Os debates acerca da necessidade de uma reforma do Poder Judiciário, que não são novos, começam a ganhar um pouco mais de concretude com a iniciativa do governo de apresentar um projeto de modificações na área da Justiça. Em maio, foi criada, no âmbito do Ministério da Justiça, uma secretaria voltada especificamente para a reforma do Judiciário, cujo titular, Sérgio Renault, tem coordenado uma série de discussões sobre o tema.
Como atesta um profícuo debate promovido por esta Folha com a presença do próprio Renault e de renomados especialistas -publicado nesta edição-, embora haja divergências importantes sobre pontos da reforma, há significativa concordância em relação a aspectos relevantes.
Há, já de início, o consenso de que as deficiências do Judiciário traduzem-se num grande problema que a todos afeta: a extrema morosidade da prestação jurisdicional. Diversas causas explicam a lentidão. Elas vão desde questões ligadas à gestão, que precisa ser modernizada e informatizada, a problemas relativos ao caráter da Justiça adotada no país.
Parece haver concordância em que é excessivamente formalista nossa legislação processual e que vige no Judiciário um sistema irracional de recursos. Apenas neste ano, chegaram ao Supremo Tribunal Federal, a corte máxima do país, cerca de 140 mil recursos. O mais grave é que, segundo o ministro Carlos Velloso, 90% deles apresentam temas redundantes, e a maioria teve origem no poder público. São os próprios governos os que mais apostam na morosidade da Justiça -e a alimentam- para postergar decisões. Sem prejuízo do direito de defesa, é preciso conter essa protelatória indústria de recursos.

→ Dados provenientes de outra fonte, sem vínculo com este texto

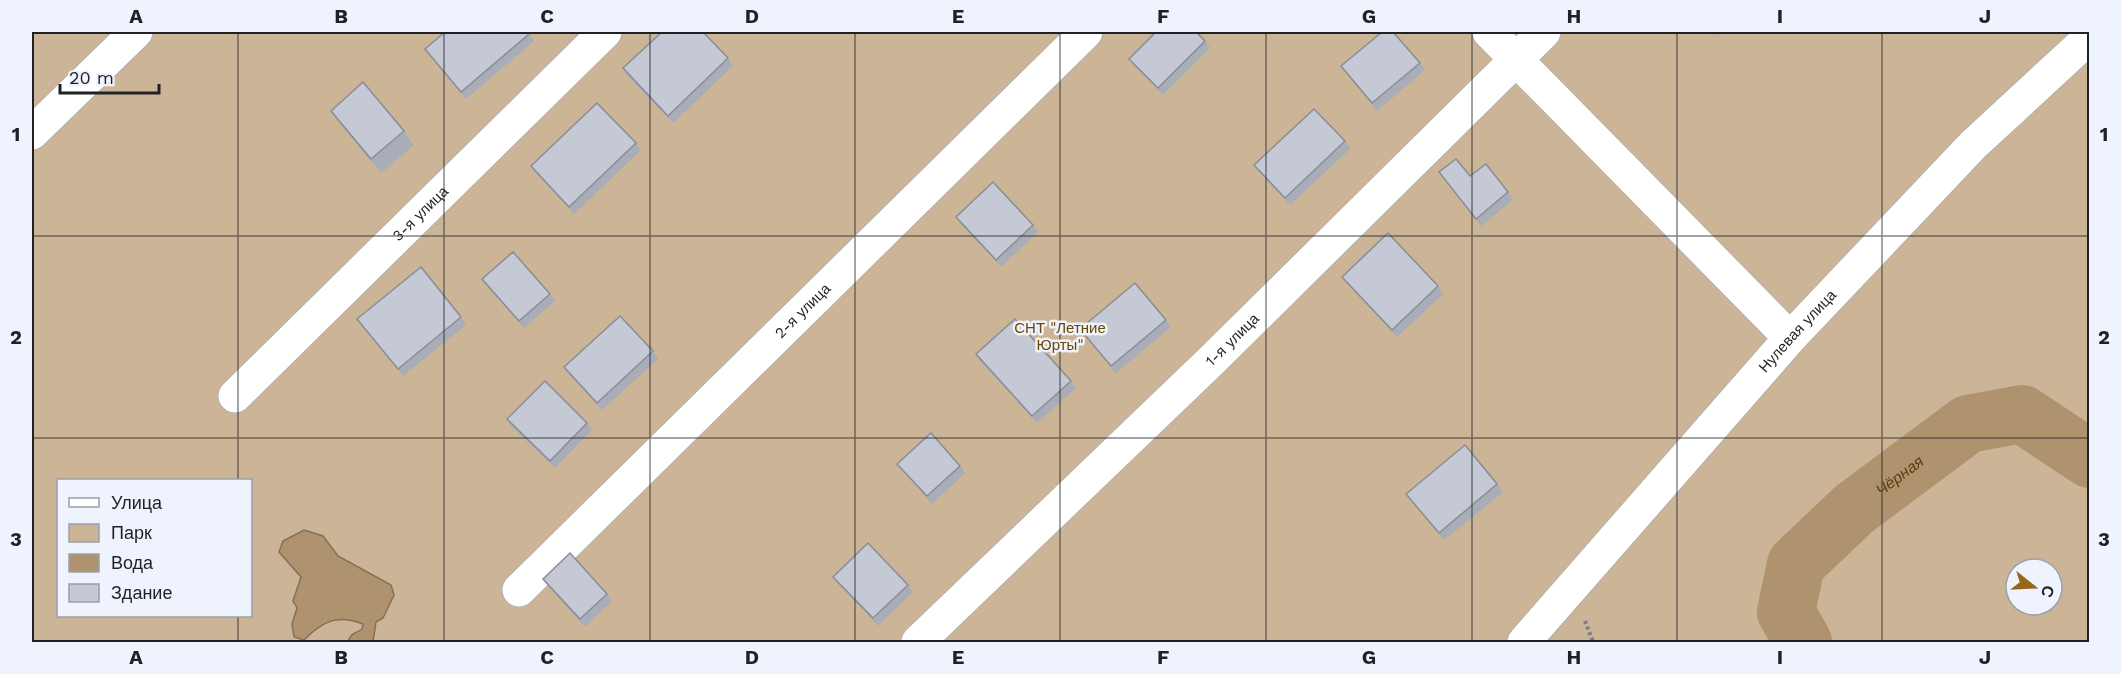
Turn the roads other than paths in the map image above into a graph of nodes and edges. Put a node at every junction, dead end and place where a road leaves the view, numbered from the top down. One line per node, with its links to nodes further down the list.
1 (136, 32): 8 (street)
2 (605, 32): 10 (street, 3-я улица)
3 (1086, 32): 11 (street, 2-я улица)
4 (1489, 32): 7 (street)
5 (1544, 32): 7 (street, 1-я улица)
6 (2090, 37): 9 (street, Нулевая улица)
7 (1515, 58): 9 (street); 12 (street, 1-я улица)
8 (32, 133)
9 (1790, 338): 13 (street, Нулевая улица)
10 (235, 396)
11 (519, 590)
12 (918, 642)
13 (1524, 642)

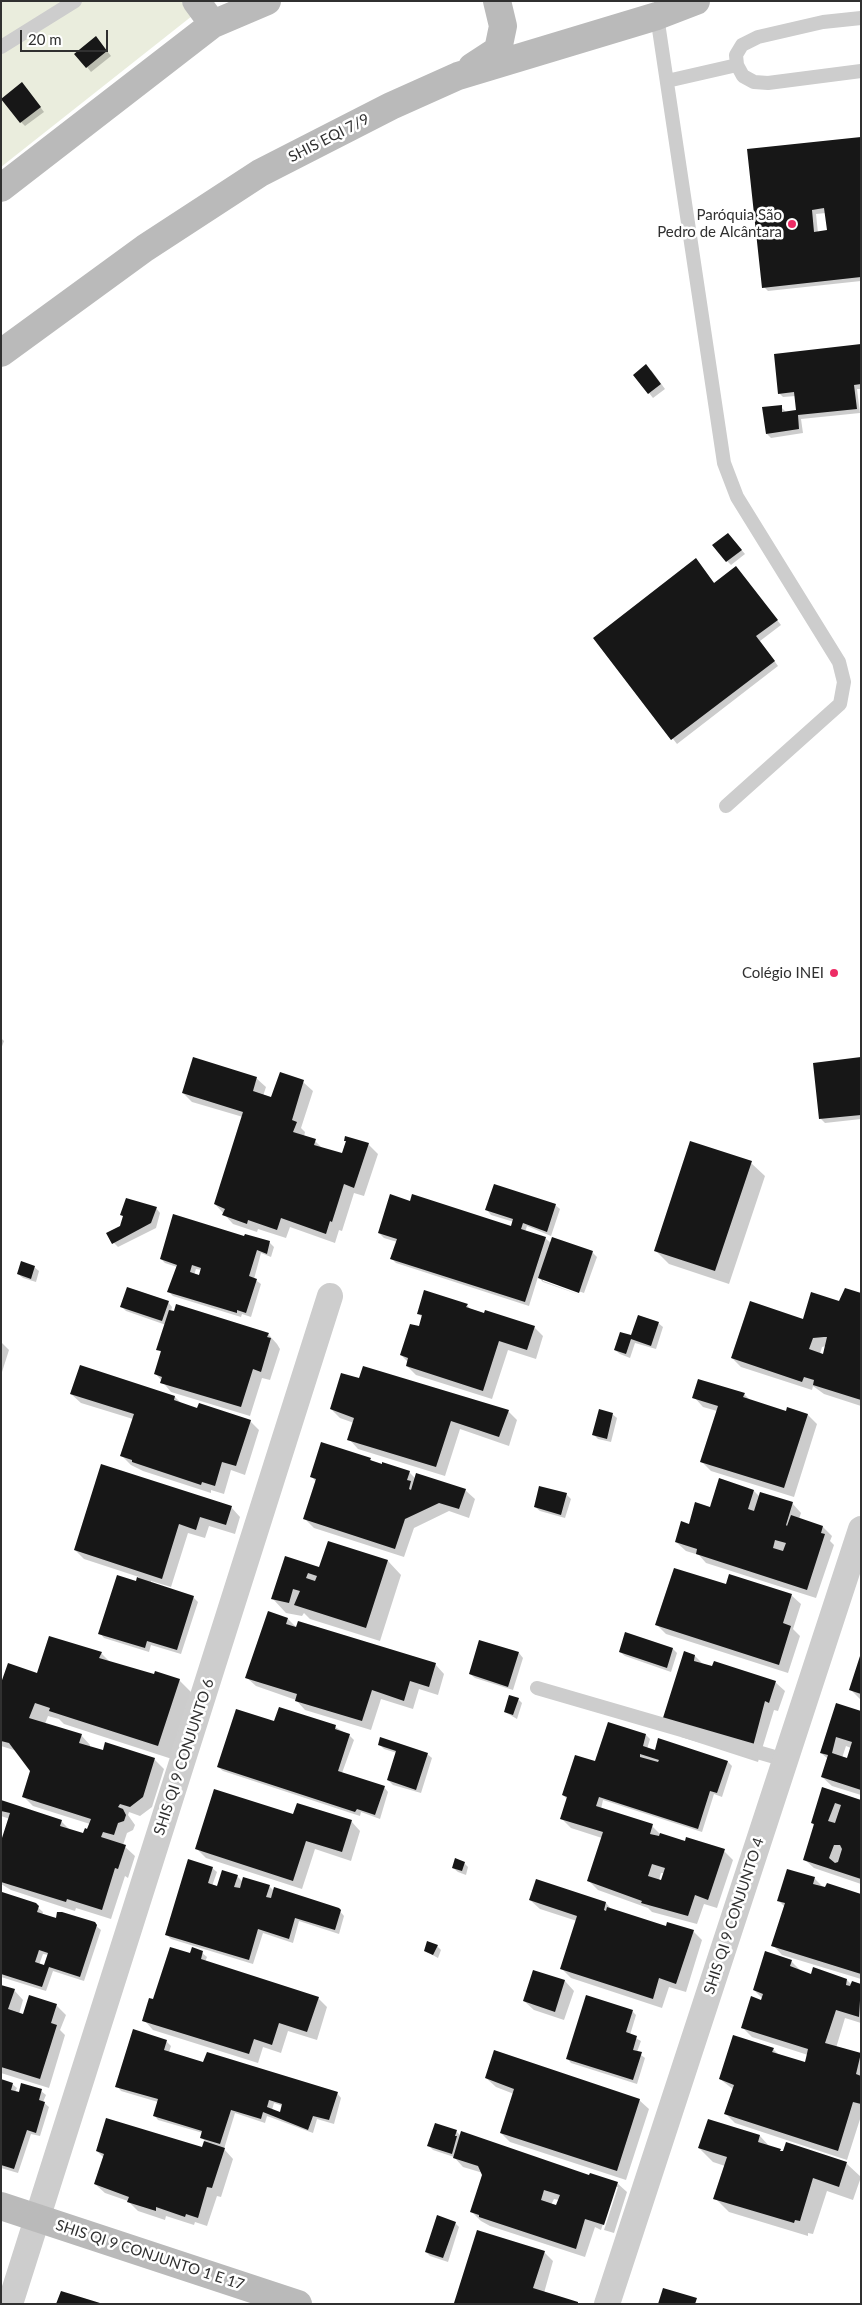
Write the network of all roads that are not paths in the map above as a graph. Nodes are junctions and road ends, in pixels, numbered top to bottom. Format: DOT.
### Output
graph roads {
  1 [pos="75,1"];
  2 [pos="196,1"];
  3 [pos="267,1"];
  4 [pos="497,1"];
  5 [pos="696,1"];
  6 [pos="657,16"];
  7 [pos="861,18"];
  8 [pos="212,24"];
  9 [pos="1,47"];
  10 [pos="737,65"];
  11 [pos="861,70"];
  12 [pos="458,76"];
  13 [pos="667,82"];
  14 [pos="1,188"];
  15 [pos="1,353"];
  16 [pos="726,806"];
  17 [pos="330,1296"];
  18 [pos="861,1529"];
  19 [pos="537,1688"];
  20 [pos="785,1760"];
  21 [pos="1,2206"];
  22 [pos="38,2218"];
  23 [pos="10,2304"];
  24 [pos="298,2304"];
  25 [pos="607,2304"];
  1 -- 9 [label="lane"];
  2 -- 8 [label="street"];
  3 -- 8 [label="street"];
  4 -- 12 [label="street"];
  5 -- 6 [label="street, SHIS EQI 7/9"];
  6 -- 12 [label="street, SHIS EQI 7/9"];
  6 -- 13 [label="lane"];
  7 -- 10 [label="lane"];
  8 -- 14 [label="street"];
  10 -- 11 [label="lane"];
  10 -- 13 [label="lane"];
  12 -- 15 [label="street, SHIS EQI 7/9"];
  13 -- 16 [label="lane"];
  17 -- 22 [label="street, SHIS QI 9 CONJUNTO 6"];
  18 -- 20 [label="street, SHIS QI 9 CONJUNTO 4"];
  19 -- 20 [label="lane"];
  20 -- 25 [label="street, SHIS QI 9 CONJUNTO 4"];
  21 -- 22 [label="street, SHIS QI 9 CONJUNTO 1 E 17"];
  22 -- 23 [label="street, SHIS QI 9 CONJUNTO 6"];
  22 -- 24 [label="street, SHIS QI 9 CONJUNTO 1 E 17"];
}
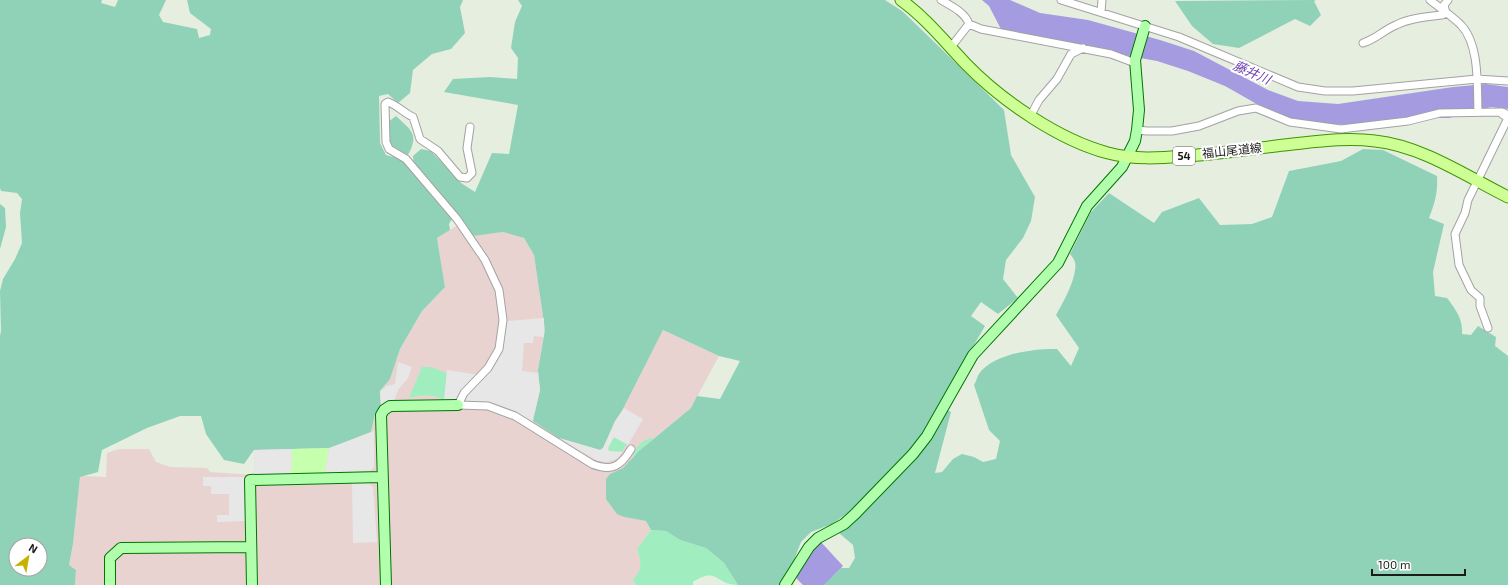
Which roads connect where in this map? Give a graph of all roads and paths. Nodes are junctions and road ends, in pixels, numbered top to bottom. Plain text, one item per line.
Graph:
1 (901, 0) edge
2 (941, 0) edge
3 (1061, 0) edge
4 (1102, 0) edge
5 (1430, 0) edge
6 (1448, 0) edge
7 (1100, 12) junction
8 (1446, 13) junction
9 (969, 24) junction
10 (1145, 26) junction
11 (1363, 43) dead end
12 (951, 47) junction
13 (1083, 48) junction
14 (1135, 60) junction
15 (1477, 79) junction
16 (1508, 81) edge
17 (1478, 112) junction
18 (1505, 114) edge
19 (1031, 115) junction
20 (470, 127) dead end
21 (1341, 129) junction
22 (1137, 130) junction
23 (1330, 140) junction
24 (1128, 157) junction
25 (1476, 181) junction
26 (1508, 197) edge
27 (1488, 328) dead end
28 (458, 405) junction
29 (631, 449) dead end
30 (382, 477) junction
31 (251, 546) junction
32 (110, 585) edge
33 (252, 585) edge
34 (386, 585) edge
35 (785, 585) edge

1 - 12 main road, 福山尾道線 / 54
2 - 9 street
3 - 7 street
4 - 7 street
5 - 8 street
6 - 8 street
7 - 10 street
8 - 11 street
8 - 15 street
9 - 12 street
9 - 13 street
10 - 14 street
10 - 15 street
12 - 19 main road, 福山尾道線 / 54
13 - 14 street
13 - 19 street
14 - 22 street
15 - 16 street
15 - 17 street
17 - 18 street
17 - 21 street
18 - 25 street
19 - 24 main road, 福山尾道線 / 54
20 - 28 street
21 - 22 street
21 - 23 street
22 - 24 street
23 - 24 main road, 福山尾道線 / 54
23 - 25 main road, 福山尾道線 / 54
24 - 35 street
25 - 26 main road, 福山尾道線 / 54
25 - 27 street
28 - 29 street
28 - 30 street
30 - 31 street
30 - 34 street
31 - 32 street
31 - 33 street

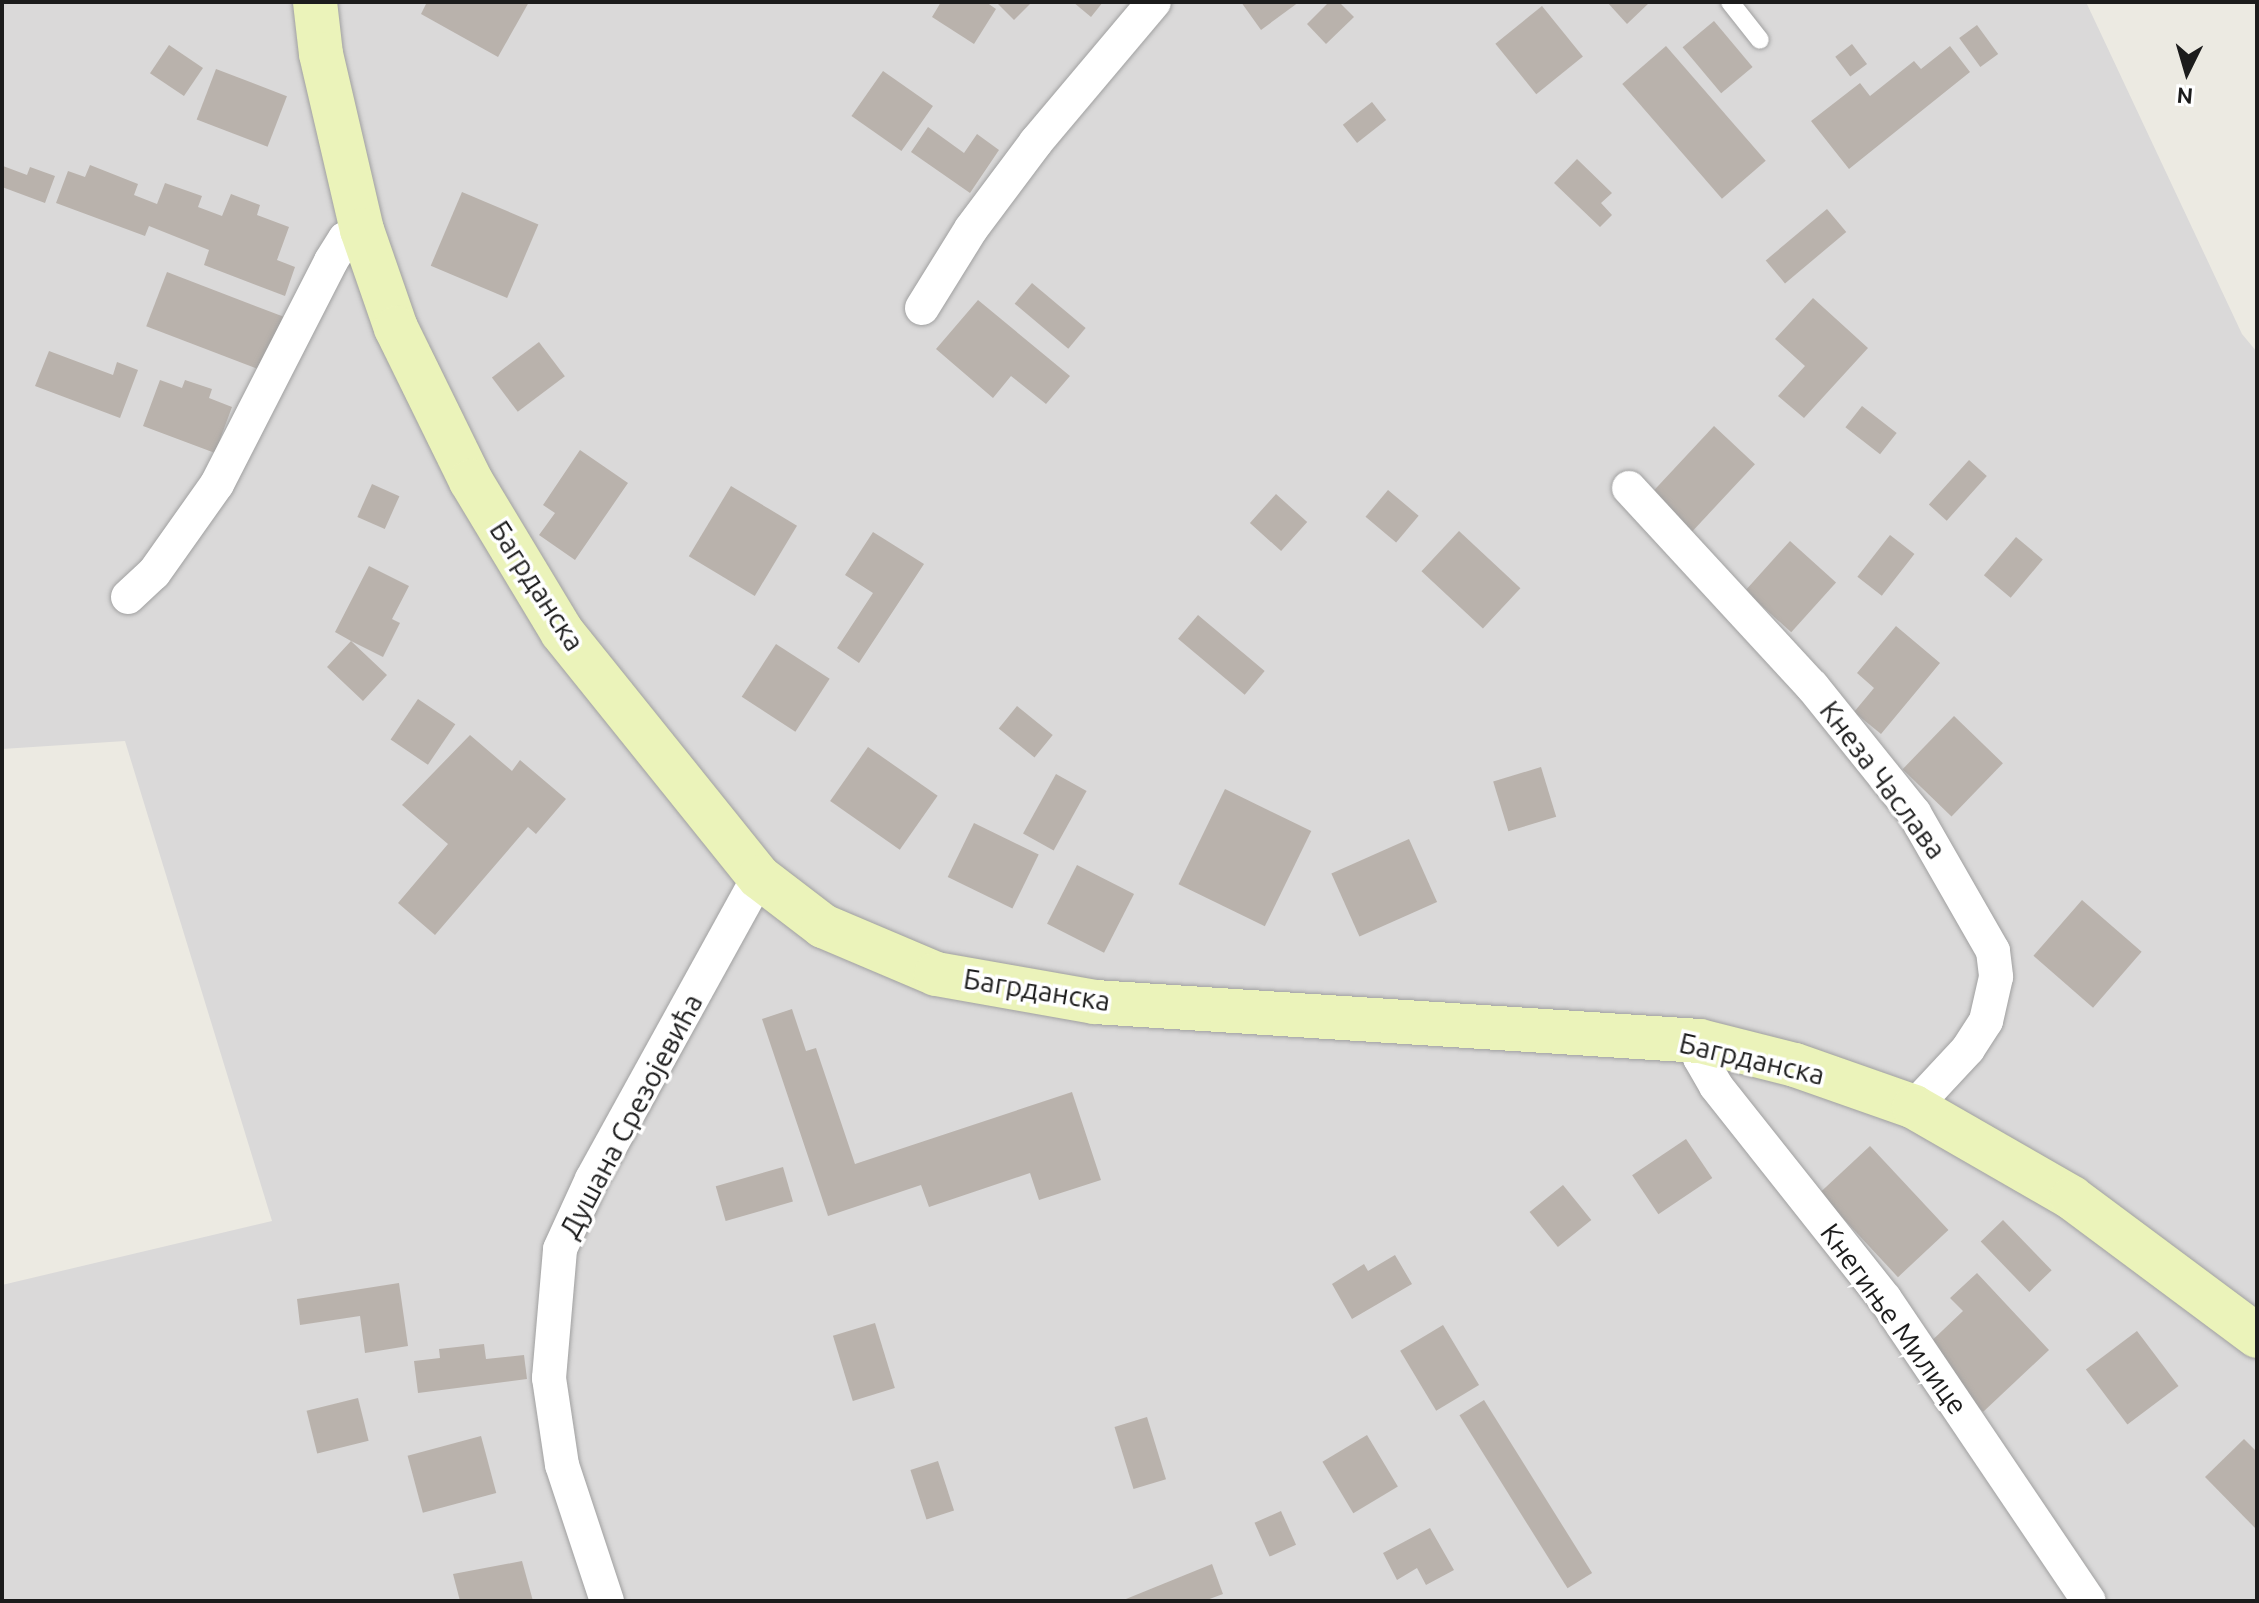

Apesar de controversa, a idéia da "súmula vinculante" também mereceria ser considerada na reforma. A proposta aqui é que certas decisões, em razão de sua repetição, conexão e coerência, sejam resumidas por tribunais superiores para que a elas se vinculem os casos assemelhados, o que aliviaria o tempo despendido na apreciação de causas repetitivas com desfecho previsível. Ainda que possa significar um certo engessamento do processo decisório, a vantagem quanto à agilidade parece clara. Certamente, se um mecanismo como esse vier a ser adotado, será necessário criar brechas para que a Justiça se torne pelo menos permeável a novas argumentações, evitando um enrijecimento excessivo.
Mais polêmica é a proposta de um controle externo do Judiciário. Apesar de respeitáveis opiniões em contrário, parece cada vez mais difícil descartar a necessidade de algo nesse sentido. Vale observar que os dois outros Poderes -o Executivo e o Legislativo- já se submetem ao controle direto dos cidadãos através do voto. Não será fácil, contudo, encontrar uma fórmula aceitável que seja democrática e aplicável a todos os tribunais do país. É preciso ainda cuidar para que o controle externo não acabe submetendo o Judiciário à excessiva influência de advogados e de membros do Ministério Público, que são parte em processos.
O debate está aberto, e é necessário que prossiga. Render-se às dificuldades e deixar tudo como está significará renunciar ao sonho de um Brasil com uma Justiça mais célere, precisa e imparcial.